How Facebook insiders are using trusts to avoid estate taxes

Facebook is in the news for more than launching its first initial public offering these days, as one news article reports. We thought Michigan residents might be interesting in learning how Facebook founder Mark Zuckerberg and several company insiders are using a legal tactic called a “grantor-retained annuity trust” to avoid paying hundreds of millions of dollars in estate and gift taxes on their Facebook shares.

There can be a number of financial benefits to a proper estate plan that includes trusts and trust administration, as this story demonstrates.

An estate and gift tax expert says it is no surprise these company insiders are using annuity trusts as it is an excellent strategy that allows estate owners to shift their wealth to others with little to no tax payments and minimal economic or legal risk.

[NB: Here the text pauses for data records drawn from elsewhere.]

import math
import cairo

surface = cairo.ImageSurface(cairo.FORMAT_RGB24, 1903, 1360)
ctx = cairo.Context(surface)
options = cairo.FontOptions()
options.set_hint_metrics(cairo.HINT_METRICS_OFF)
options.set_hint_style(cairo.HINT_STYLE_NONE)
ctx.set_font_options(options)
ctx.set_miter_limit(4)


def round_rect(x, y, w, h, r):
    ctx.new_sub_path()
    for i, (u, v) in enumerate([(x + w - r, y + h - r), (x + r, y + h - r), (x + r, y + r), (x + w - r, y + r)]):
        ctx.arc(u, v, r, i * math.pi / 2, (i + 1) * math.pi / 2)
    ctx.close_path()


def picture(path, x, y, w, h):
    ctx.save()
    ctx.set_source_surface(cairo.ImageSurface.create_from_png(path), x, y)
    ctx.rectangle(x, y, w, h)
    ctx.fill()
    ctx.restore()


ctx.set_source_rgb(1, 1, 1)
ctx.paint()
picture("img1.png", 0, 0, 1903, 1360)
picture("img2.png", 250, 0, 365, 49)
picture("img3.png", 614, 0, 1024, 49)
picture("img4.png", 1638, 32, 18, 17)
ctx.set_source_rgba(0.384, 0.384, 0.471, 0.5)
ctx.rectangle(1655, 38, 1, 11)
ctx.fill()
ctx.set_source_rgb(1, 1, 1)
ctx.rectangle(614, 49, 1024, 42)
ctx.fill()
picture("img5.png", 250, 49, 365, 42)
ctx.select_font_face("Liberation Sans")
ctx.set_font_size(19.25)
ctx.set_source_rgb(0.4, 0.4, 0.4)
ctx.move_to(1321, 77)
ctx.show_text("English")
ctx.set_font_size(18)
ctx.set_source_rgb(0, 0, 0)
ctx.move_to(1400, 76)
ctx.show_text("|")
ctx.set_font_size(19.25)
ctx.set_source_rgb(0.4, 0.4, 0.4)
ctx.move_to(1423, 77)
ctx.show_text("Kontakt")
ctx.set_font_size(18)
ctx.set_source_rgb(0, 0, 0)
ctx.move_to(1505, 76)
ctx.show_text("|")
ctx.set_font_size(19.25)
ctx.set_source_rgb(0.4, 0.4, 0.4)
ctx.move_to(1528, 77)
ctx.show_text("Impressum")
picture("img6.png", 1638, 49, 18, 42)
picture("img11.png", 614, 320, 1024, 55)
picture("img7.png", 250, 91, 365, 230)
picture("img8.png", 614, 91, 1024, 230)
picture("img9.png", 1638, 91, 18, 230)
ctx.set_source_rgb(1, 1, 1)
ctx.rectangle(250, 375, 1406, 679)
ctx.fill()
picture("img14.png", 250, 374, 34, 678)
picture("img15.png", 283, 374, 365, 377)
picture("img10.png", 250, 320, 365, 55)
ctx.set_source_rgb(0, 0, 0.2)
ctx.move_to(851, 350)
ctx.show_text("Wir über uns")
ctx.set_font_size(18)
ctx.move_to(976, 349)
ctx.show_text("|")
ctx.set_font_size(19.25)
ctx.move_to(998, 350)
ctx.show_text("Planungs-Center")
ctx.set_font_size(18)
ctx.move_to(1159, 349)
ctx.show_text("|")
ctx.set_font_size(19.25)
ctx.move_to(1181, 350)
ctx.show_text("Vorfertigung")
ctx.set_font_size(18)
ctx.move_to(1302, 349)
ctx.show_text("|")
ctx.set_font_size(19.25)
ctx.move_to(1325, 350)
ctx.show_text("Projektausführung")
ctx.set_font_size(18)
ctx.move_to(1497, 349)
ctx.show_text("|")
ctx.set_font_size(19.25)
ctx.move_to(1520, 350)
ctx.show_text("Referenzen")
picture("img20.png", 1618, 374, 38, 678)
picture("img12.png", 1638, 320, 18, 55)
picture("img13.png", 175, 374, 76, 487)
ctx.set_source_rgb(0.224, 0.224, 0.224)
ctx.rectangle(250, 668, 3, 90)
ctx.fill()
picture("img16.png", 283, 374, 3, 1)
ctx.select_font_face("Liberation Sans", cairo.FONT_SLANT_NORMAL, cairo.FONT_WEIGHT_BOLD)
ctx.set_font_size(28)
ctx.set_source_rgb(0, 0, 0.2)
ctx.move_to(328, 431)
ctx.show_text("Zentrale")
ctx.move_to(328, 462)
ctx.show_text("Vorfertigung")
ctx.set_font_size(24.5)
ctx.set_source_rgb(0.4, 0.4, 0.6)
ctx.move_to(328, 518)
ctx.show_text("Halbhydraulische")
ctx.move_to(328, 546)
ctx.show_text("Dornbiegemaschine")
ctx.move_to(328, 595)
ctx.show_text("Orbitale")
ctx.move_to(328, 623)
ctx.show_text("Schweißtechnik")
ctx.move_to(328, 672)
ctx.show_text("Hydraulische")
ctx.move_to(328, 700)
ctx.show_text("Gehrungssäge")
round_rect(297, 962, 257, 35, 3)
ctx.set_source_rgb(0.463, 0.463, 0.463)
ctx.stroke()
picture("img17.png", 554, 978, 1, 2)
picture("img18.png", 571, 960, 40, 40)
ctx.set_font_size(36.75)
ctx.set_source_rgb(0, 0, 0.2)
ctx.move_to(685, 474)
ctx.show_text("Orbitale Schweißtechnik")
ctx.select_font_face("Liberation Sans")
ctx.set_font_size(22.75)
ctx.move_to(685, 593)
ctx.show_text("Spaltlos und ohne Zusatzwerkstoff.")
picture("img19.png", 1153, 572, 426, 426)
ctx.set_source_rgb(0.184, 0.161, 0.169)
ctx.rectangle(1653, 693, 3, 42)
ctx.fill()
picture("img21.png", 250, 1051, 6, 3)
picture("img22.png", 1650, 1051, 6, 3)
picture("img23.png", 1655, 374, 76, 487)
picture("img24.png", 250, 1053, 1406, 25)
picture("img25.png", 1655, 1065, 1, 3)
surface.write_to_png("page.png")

When you consider the enormous amount of money involved that is a lot of savings of wealth.

According to the company’s prospectus, there are eight different annuity trusts set up by these insiders over the last four years. These trusts total roughly 22 million shares. Now if you have been following the news of late, Facebook went public at $38.00 a share with some reports saying the individual share price increased to $42.00 during trading last week. That means the shares in these trusts could be valued at close to a billion dollars.

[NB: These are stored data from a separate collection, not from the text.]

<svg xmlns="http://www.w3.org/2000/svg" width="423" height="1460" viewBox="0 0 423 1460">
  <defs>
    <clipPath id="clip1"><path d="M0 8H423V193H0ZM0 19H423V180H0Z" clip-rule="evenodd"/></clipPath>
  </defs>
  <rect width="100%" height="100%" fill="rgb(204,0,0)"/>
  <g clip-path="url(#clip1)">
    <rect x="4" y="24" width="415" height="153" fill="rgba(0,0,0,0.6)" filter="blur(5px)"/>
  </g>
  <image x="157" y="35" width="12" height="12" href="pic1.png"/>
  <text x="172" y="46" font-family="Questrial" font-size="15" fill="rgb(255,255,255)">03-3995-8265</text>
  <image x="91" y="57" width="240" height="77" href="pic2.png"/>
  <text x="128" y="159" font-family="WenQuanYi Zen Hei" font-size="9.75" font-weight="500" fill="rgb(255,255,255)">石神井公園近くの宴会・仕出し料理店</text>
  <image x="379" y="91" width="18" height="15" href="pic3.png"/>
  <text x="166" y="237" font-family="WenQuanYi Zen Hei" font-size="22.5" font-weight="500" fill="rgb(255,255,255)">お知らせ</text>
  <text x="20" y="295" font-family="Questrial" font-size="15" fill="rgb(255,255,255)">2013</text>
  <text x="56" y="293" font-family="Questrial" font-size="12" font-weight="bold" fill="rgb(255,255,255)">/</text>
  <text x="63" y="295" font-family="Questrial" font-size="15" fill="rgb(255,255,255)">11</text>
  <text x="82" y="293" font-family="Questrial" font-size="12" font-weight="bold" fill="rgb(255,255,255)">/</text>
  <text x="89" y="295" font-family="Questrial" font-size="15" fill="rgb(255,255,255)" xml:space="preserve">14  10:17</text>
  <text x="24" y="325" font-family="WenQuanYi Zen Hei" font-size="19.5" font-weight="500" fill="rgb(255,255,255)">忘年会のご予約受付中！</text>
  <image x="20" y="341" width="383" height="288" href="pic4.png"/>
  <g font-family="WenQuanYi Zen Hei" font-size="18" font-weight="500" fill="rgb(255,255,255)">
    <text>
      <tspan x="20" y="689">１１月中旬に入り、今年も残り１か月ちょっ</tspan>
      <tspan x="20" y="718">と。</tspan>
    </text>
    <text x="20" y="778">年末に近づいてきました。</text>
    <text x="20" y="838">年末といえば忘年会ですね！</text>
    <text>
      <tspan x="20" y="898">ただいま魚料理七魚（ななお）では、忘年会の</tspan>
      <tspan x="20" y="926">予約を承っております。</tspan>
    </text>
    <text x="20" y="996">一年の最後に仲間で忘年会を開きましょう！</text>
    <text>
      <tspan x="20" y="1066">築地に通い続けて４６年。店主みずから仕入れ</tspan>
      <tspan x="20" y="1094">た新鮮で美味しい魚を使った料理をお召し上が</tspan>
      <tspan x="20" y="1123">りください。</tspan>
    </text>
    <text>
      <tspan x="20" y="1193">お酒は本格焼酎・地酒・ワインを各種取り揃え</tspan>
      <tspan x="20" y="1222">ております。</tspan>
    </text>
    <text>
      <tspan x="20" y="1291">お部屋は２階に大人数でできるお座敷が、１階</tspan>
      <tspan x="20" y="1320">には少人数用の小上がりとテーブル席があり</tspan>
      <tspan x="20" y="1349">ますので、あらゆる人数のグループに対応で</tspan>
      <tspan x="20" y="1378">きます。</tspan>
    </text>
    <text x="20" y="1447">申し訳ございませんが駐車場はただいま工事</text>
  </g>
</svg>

Basically, the benefits of these types of trusts allow the transfer of asset appreciation from one taxpayer to another, or others, without having to pay taxes on that gift. In this particular case, the benefits of theses trusts are enormous. If these insiders decided to hang on to their shares until they died or gave them away after the IPO then they could owe more than $200 million in gift and estate taxes. And this amount was calculated on a $31.50 value per share, not the $38.00 per share offering price.

Clearly there are many benefits to proper estate planning and preserving as much of your wealth and assets as possible for your loved ones. An estate planning attorney experienced in trust administration is a good place to begin, even if you are looking at a much smaller estate than this story describes. In fact, the smaller the estate, the more important it can be to persevere as much of it as possible for future generations.